Start of Data for processing

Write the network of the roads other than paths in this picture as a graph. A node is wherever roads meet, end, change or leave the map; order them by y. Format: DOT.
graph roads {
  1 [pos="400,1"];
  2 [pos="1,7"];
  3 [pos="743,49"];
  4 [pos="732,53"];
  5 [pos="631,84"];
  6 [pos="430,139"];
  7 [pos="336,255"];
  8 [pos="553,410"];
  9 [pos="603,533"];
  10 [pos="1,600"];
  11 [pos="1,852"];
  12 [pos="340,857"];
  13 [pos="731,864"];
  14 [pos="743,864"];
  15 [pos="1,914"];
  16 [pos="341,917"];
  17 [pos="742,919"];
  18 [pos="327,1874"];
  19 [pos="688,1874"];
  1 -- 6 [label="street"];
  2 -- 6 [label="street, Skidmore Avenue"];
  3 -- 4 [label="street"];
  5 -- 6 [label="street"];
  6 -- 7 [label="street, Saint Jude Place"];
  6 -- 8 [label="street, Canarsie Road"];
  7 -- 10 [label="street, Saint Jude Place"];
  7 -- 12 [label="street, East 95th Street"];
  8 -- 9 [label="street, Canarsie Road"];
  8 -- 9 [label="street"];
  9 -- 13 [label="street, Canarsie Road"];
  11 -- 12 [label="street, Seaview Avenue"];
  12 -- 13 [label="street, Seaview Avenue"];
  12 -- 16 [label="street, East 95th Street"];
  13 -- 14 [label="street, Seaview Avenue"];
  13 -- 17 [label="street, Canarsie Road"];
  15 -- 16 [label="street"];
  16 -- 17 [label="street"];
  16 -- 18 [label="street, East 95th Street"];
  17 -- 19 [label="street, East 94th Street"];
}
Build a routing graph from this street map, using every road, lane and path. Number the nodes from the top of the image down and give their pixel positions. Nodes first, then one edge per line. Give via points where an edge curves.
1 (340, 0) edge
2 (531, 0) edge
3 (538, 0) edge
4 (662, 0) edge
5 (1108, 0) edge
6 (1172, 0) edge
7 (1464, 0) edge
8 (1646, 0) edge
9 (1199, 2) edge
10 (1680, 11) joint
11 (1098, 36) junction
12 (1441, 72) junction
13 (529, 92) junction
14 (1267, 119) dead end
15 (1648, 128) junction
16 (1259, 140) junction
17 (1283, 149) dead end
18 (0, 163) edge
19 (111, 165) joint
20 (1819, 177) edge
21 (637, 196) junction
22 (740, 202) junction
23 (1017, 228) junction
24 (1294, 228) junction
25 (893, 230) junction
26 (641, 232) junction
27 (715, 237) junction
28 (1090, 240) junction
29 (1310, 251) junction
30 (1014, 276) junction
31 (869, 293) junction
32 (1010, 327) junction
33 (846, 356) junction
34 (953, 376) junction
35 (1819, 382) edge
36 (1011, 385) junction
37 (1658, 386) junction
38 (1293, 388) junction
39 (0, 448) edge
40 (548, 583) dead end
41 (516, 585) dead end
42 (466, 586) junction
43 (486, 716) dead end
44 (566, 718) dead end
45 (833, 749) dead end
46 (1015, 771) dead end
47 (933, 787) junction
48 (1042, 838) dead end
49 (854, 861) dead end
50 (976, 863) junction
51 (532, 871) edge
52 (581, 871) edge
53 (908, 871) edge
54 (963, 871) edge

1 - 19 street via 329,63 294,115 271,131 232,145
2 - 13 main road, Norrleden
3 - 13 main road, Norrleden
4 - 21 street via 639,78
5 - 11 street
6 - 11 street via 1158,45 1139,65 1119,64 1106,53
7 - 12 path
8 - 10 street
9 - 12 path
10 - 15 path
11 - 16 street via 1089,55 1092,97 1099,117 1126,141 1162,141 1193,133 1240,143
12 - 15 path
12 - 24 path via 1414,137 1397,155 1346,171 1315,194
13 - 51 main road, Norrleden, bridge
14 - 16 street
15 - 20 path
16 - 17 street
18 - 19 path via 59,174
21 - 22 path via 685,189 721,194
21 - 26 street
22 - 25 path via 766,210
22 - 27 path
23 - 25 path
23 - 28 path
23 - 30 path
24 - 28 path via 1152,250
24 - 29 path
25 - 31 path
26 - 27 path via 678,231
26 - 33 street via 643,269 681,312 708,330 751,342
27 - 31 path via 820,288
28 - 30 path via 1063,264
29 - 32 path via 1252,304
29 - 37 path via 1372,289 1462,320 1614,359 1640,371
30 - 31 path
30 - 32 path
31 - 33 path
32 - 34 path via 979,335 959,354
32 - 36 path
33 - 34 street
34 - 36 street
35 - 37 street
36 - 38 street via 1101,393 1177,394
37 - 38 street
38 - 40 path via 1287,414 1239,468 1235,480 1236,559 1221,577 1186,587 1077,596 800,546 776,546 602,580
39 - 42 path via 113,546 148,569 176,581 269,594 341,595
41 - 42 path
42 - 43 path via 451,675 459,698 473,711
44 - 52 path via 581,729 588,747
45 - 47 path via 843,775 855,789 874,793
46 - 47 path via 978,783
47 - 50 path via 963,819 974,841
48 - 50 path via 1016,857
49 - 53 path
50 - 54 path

End of Data for processing

_What the task requires:_ Among the records above, how many lines contain the word "main"? Answer with the number by itself.

_Your response:_ 3